Slingo has been around for a long time.  I think I first played it in 2009 or so, possibly earlier.  I would definitely call this a casual game, as you can pick it up whenever you want and quickly put it back down (if you can).  This game is all over the place now – I have a DS game, it’s on Facebook games, there are stand-alone PC games – and there are many different versions of it.  I’m going to focus on Slingo Quest for the Nintendo DS.

It’s fairly easy to sum up this game – it’s a cross between a slot machine and bingo.  You spin the reels at the bottom, and then select the numbers in your Slingo card that match.  Get a standard bingo pattern (minus four corners) and you get points.  Slingo adds in other objectives that vary from card to card as well.

It’s a simple game, but it is a lot of fun and I recommend it for anyone looking for a quick time waster.  There are times when you need to play more than one card at a time, and I love these games:

slingo-1

It’s more challenging and fun.  If you’ve never played Slingo, try it out.  I am fairly sure you’re going to have fun!

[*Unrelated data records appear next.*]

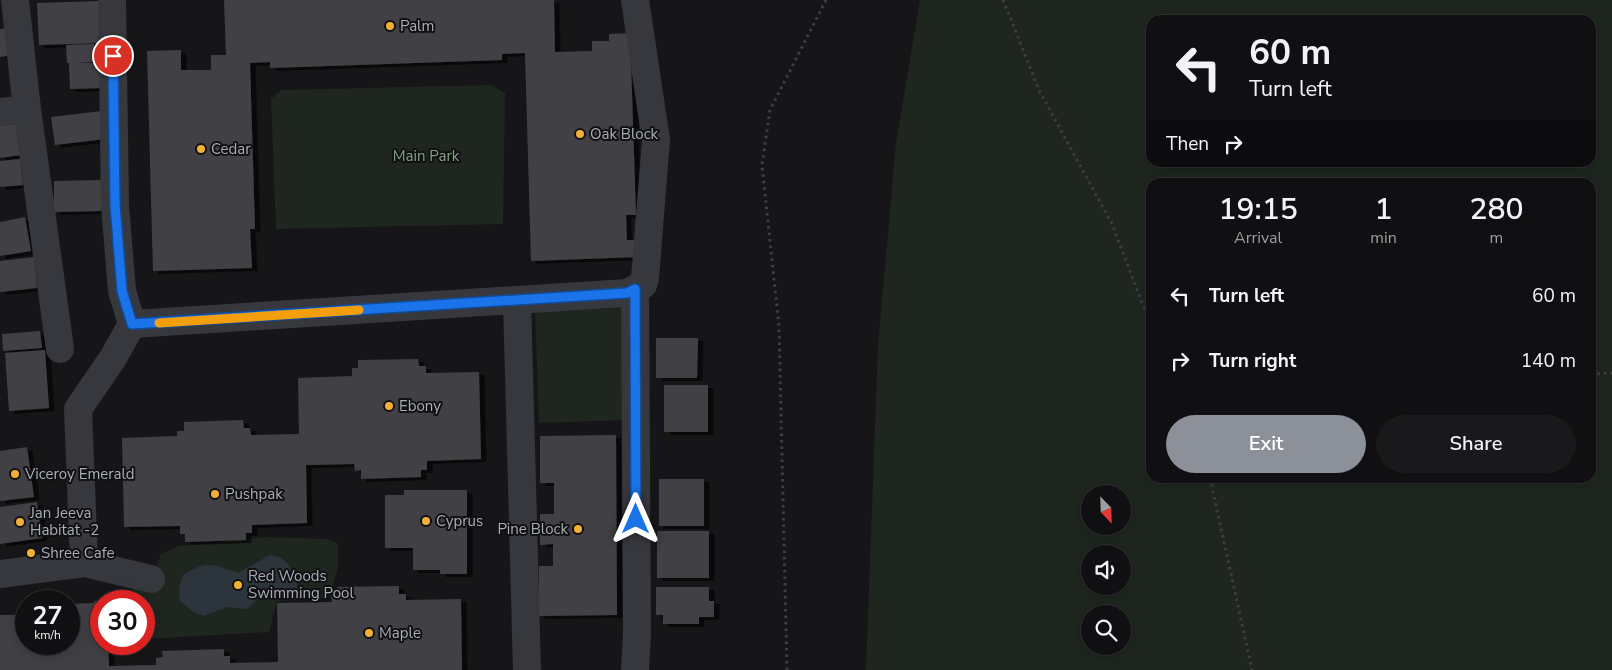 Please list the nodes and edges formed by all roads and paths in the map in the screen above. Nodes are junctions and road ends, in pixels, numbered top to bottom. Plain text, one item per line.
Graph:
1 (15, 0) edge
2 (112, 0) edge
3 (635, 0) edge
4 (826, 0) edge
5 (1003, 0) edge
6 (27, 109) junction
7 (0, 112) edge
8 (635, 289) junction
9 (517, 300) junction
10 (1146, 313) edge
11 (132, 324) junction
12 (60, 349) dead end
13 (1612, 373) edge
14 (1596, 374) edge
15 (1211, 483) edge
16 (84, 562) junction
17 (0, 574) edge
18 (151, 579) dead end
19 (527, 670) edge
20 (635, 670) edge
21 (787, 670) edge
22 (1252, 670) edge

1 - 6 street
2 - 11 street
3 - 8 street
4 - 21 path
5 - 10 path
6 - 7 street
6 - 12 street
8 - 9 street
8 - 20 street
9 - 11 street
9 - 19 street
11 - 16 street
13 - 14 path
15 - 22 path
16 - 17 street
16 - 18 street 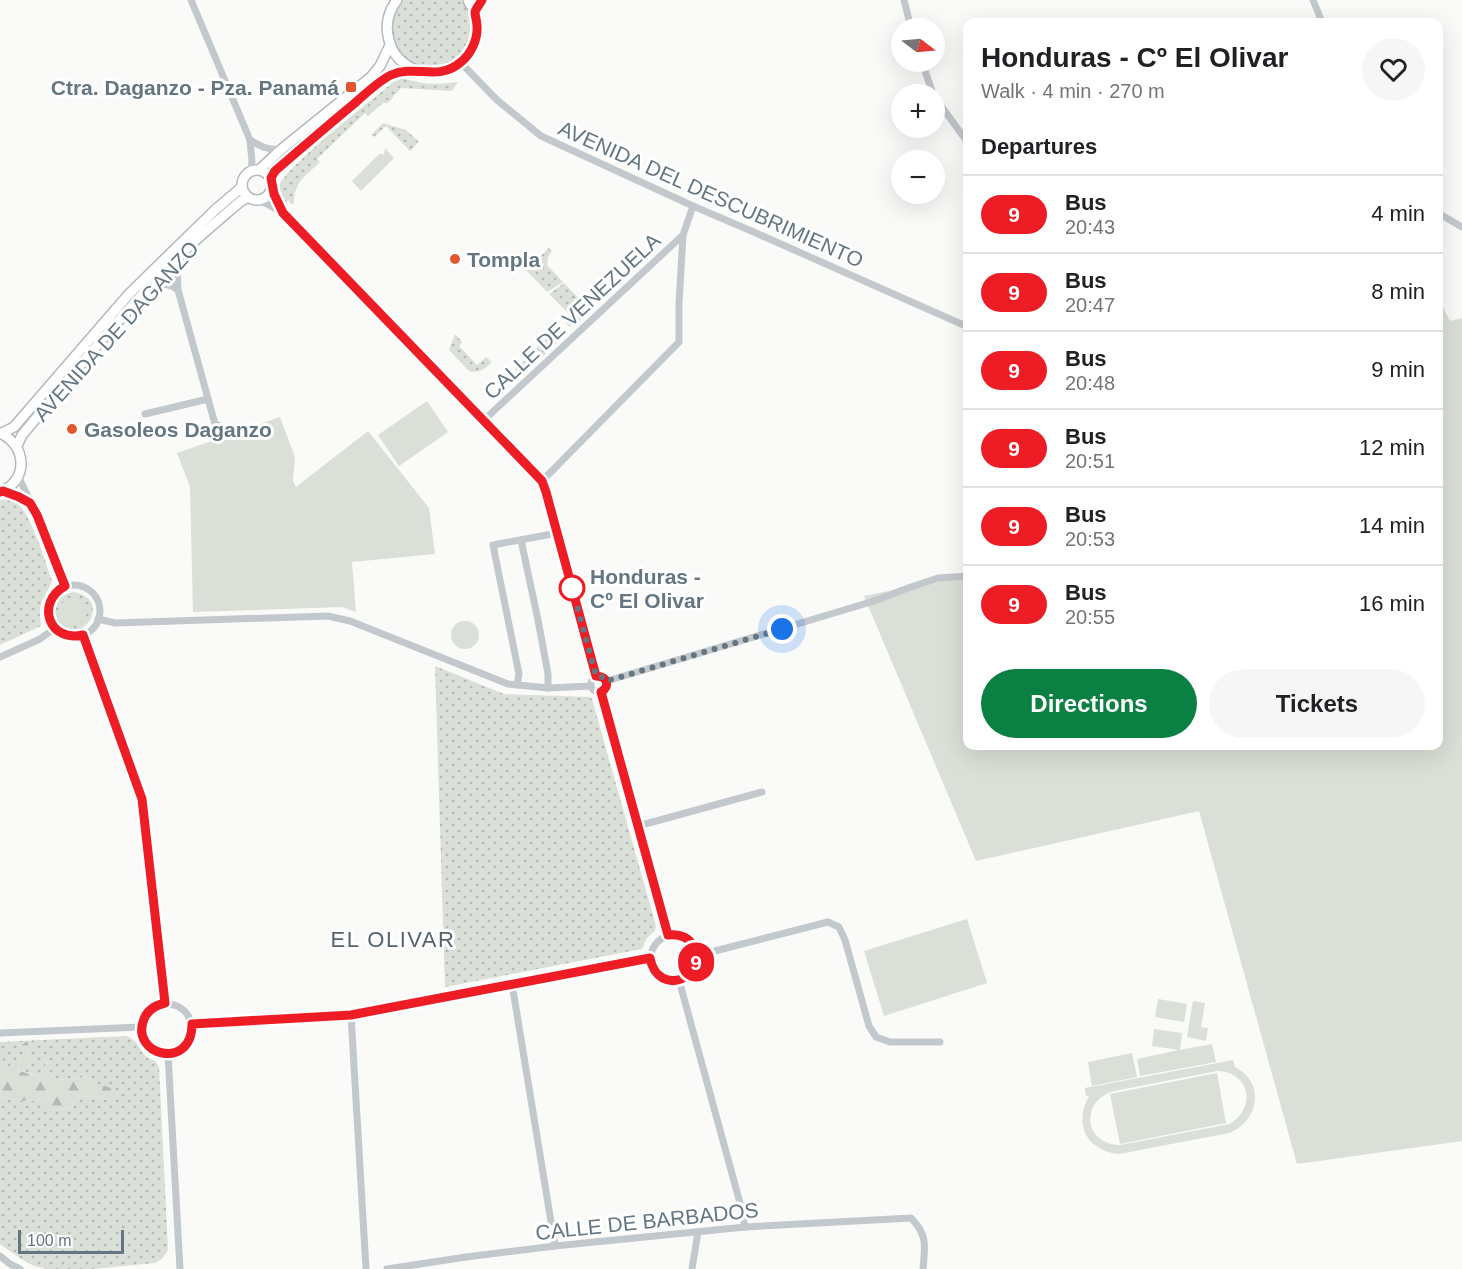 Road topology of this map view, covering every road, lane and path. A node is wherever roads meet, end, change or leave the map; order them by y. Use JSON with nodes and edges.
{"nodes":[{"id":1,"x":191,"y":0,"type":"edge"},
{"id":2,"x":397,"y":0,"type":"edge"},
{"id":3,"x":904,"y":0,"type":"edge"},
{"id":4,"x":1314,"y":0,"type":"edge"},
{"id":5,"x":470,"y":1,"type":"edge"},
{"id":6,"x":908,"y":18,"type":"edge"},
{"id":7,"x":1321,"y":18,"type":"edge"},
{"id":8,"x":390,"y":45,"type":"junction"},
{"id":9,"x":461,"y":63,"type":"junction"},
{"id":10,"x":415,"y":70,"type":"junction"},
{"id":11,"x":945,"y":111,"type":"edge"},
{"id":12,"x":963,"y":136,"type":"edge"},
{"id":13,"x":250,"y":140,"type":"junction"},
{"id":14,"x":283,"y":148,"type":"junction"},
{"id":15,"x":255,"y":170,"type":"junction"},
{"id":16,"x":272,"y":182,"type":"junction"},
{"id":17,"x":242,"y":187,"type":"junction"},
{"id":18,"x":252,"y":199,"type":"junction"},
{"id":19,"x":693,"y":206,"type":"junction"},
{"id":20,"x":283,"y":213,"type":"junction"},
{"id":21,"x":1443,"y":216,"type":"edge"},
{"id":22,"x":1462,"y":227,"type":"edge"},
{"id":23,"x":683,"y":235,"type":"junction"},
{"id":24,"x":180,"y":255,"type":"junction"},
{"id":25,"x":150,"y":287,"type":"junction"},
{"id":26,"x":178,"y":290,"type":"junction"},
{"id":27,"x":963,"y":325,"type":"edge"},
{"id":28,"x":208,"y":399,"type":"junction"},
{"id":29,"x":145,"y":414,"type":"dead end"},
{"id":30,"x":484,"y":420,"type":"junction"},
{"id":31,"x":225,"y":429,"type":"dead end"},
{"id":32,"x":1,"y":433,"type":"edge"},
{"id":33,"x":17,"y":446,"type":"junction"},
{"id":34,"x":18,"y":476,"type":"junction"},
{"id":35,"x":542,"y":481,"type":"junction"},
{"id":36,"x":2,"y":492,"type":"edge"},
{"id":37,"x":30,"y":503,"type":"junction"},
{"id":38,"x":557,"y":533,"type":"junction"},
{"id":39,"x":521,"y":540,"type":"junction"},
{"id":40,"x":963,"y":576,"type":"edge"},
{"id":41,"x":65,"y":586,"type":"junction"},
{"id":42,"x":98,"y":619,"type":"junction"},
{"id":43,"x":55,"y":628,"type":"junction"},
{"id":44,"x":83,"y":635,"type":"junction"},
{"id":45,"x":0,"y":657,"type":"edge"},
{"id":46,"x":596,"y":676,"type":"junction"},
{"id":47,"x":607,"y":681,"type":"junction"},
{"id":48,"x":517,"y":685,"type":"junction"},
{"id":49,"x":591,"y":686,"type":"junction"},
{"id":50,"x":548,"y":688,"type":"junction"},
{"id":51,"x":601,"y":692,"type":"junction"},
{"id":52,"x":762,"y":792,"type":"dead end"},
{"id":53,"x":638,"y":826,"type":"junction"},
{"id":54,"x":668,"y":935,"type":"junction"},
{"id":55,"x":697,"y":955,"type":"junction"},
{"id":56,"x":650,"y":958,"type":"junction"},
{"id":57,"x":679,"y":980,"type":"junction"},
{"id":58,"x":512,"y":984,"type":"junction"},
{"id":59,"x":165,"y":1003,"type":"junction"},
{"id":60,"x":351,"y":1015,"type":"junction"},
{"id":61,"x":192,"y":1024,"type":"junction"},
{"id":62,"x":141,"y":1027,"type":"junction"},
{"id":63,"x":0,"y":1033,"type":"edge"},
{"id":64,"x":940,"y":1042,"type":"dead end"},
{"id":65,"x":168,"y":1054,"type":"junction"},
{"id":66,"x":745,"y":1227,"type":"junction"},
{"id":67,"x":698,"y":1232,"type":"junction"},
{"id":68,"x":555,"y":1246,"type":"junction"},
{"id":69,"x":0,"y":1256,"type":"edge"},
{"id":70,"x":20,"y":1269,"type":"edge"},
{"id":71,"x":180,"y":1269,"type":"edge"},
{"id":72,"x":366,"y":1269,"type":"edge"},
{"id":73,"x":387,"y":1269,"type":"edge"},
{"id":74,"x":693,"y":1269,"type":"edge"},
{"id":75,"x":923,"y":1269,"type":"edge"}],
"edges":[{"from":1,"to":13,"type":"street"},
{"from":2,"to":8,"type":"main road"},
{"from":3,"to":6,"type":"street"},
{"from":4,"to":7,"type":"street"},
{"from":5,"to":9,"type":"main road"},
{"from":8,"to":10,"type":"main road"},
{"from":8,"to":14,"type":"main road"},
{"from":9,"to":10,"type":"main road"},
{"from":9,"to":19,"type":"street","name":"AVENIDA DEL DESCUBRIMIENTO"},
{"from":10,"to":16,"type":"main road"},
{"from":11,"to":12,"type":"street"},
{"from":13,"to":14,"type":"street"},
{"from":13,"to":15,"type":"street"},
{"from":14,"to":15,"type":"main road"},
{"from":15,"to":16,"type":"main road"},
{"from":15,"to":17,"type":"main road"},
{"from":16,"to":18,"type":"main road"},
{"from":16,"to":20,"type":"street"},
{"from":17,"to":18,"type":"main road"},
{"from":17,"to":32,"type":"main road","name":"AVENIDA DE DAGANZO"},
{"from":18,"to":20,"type":"street"},
{"from":18,"to":24,"type":"main road","name":"AVENIDA DE DAGANZO"},
{"from":19,"to":23,"type":"street"},
{"from":19,"to":27,"type":"street","name":"AVENIDA DEL DESCUBRIMIENTO"},
{"from":20,"to":30,"type":"street"},
{"from":21,"to":22,"type":"street"},
{"from":23,"to":30,"type":"street","name":"CALLE DE VENEZUELA"},
{"from":23,"to":35,"type":"street"},
{"from":24,"to":25,"type":"main road","name":"AVENIDA DE DAGANZO"},
{"from":24,"to":26,"type":"street"},
{"from":25,"to":26,"type":"street"},
{"from":25,"to":33,"type":"main road","name":"AVENIDA DE DAGANZO"},
{"from":26,"to":28,"type":"street"},
{"from":28,"to":29,"type":"street"},
{"from":28,"to":31,"type":"street"},
{"from":30,"to":35,"type":"street"},
{"from":32,"to":33,"type":"main road"},
{"from":33,"to":34,"type":"main road"},
{"from":34,"to":36,"type":"main road"},
{"from":34,"to":37,"type":"street"},
{"from":35,"to":38,"type":"street"},
{"from":36,"to":37,"type":"street"},
{"from":37,"to":41,"type":"street"},
{"from":38,"to":39,"type":"street"},
{"from":38,"to":46,"type":"street"},
{"from":39,"to":48,"type":"street"},
{"from":39,"to":50,"type":"street"},
{"from":40,"to":47,"type":"street"},
{"from":41,"to":42,"type":"street"},
{"from":41,"to":43,"type":"street"},
{"from":42,"to":44,"type":"street"},
{"from":42,"to":48,"type":"street"},
{"from":43,"to":44,"type":"street"},
{"from":43,"to":45,"type":"street"},
{"from":44,"to":59,"type":"street"},
{"from":46,"to":47,"type":"street"},
{"from":46,"to":49,"type":"street"},
{"from":47,"to":51,"type":"street"},
{"from":48,"to":50,"type":"street"},
{"from":49,"to":50,"type":"street"},
{"from":49,"to":51,"type":"street"},
{"from":51,"to":53,"type":"street"},
{"from":52,"to":53,"type":"street"},
{"from":53,"to":54,"type":"street"},
{"from":54,"to":55,"type":"street"},
{"from":54,"to":56,"type":"street"},
{"from":55,"to":57,"type":"street"},
{"from":55,"to":64,"type":"street"},
{"from":56,"to":57,"type":"street"},
{"from":56,"to":58,"type":"street"},
{"from":57,"to":66,"type":"street"},
{"from":58,"to":60,"type":"street"},
{"from":58,"to":68,"type":"street"},
{"from":59,"to":61,"type":"street"},
{"from":59,"to":62,"type":"street"},
{"from":60,"to":61,"type":"street"},
{"from":60,"to":72,"type":"street"},
{"from":61,"to":65,"type":"street"},
{"from":62,"to":63,"type":"street"},
{"from":62,"to":65,"type":"street"},
{"from":65,"to":71,"type":"street"},
{"from":66,"to":67,"type":"street","name":"CALLE DE BARBADOS"},
{"from":66,"to":75,"type":"street","name":"CALLE DE BARBADOS"},
{"from":67,"to":68,"type":"street","name":"CALLE DE BARBADOS"},
{"from":67,"to":74,"type":"street"},
{"from":68,"to":73,"type":"street","name":"CALLE DE BARBADOS"},
{"from":69,"to":70,"type":"street"}]}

Oldies but Goodies – Sim Tower

Genre:  Simulation
Platform:  PC

The Sim games have been getting some love (and hate) on my site lately.  It’s usually love.  And Sim Tower is no exception.  I think I found this game by accident in Walmart one day and bought it.  I loved SimCity, so how could I go wrong with another Sim game, this time about a tower?  I couldn’t!

This game was a lot of fun and gave you a lot of different options to customize your tower.  You can still find this game online, by the way, so if you haven’t played it, try it out!  You started with an empty plot of land and you started by building your lobby.  Easy enough.  Next, you built your second floor.  And some stairs so people could get up to that floor.  Now you pick what kind of dwelling you want on your new floor.  Hotel rooms?  Office space?  Condos?  It’s up to you, but keep an eye on your cash flow!  (Hint, offices in the beginning).

As your tower grows up, the challenges get greater.  By far, the most constant challenge is elevator strategy.  You are only allowed a certain number of elevator shafts per tower and if you reach over 50 stories, things really start to get interesting.  You’ll be dreaming about pink and red people and elevator capacities and which floors to set the cars to while idle and WAAAAH!  I actually still think about this game every time I am waiting for an elevator and imagine myself turning pink.  Before you know it, your simple tower looks like this:

sim-tower-bigger

This is a great game and I strongly recommend you try it out.  It’s got a bit of humor in it as well and the replay-ability is quite high.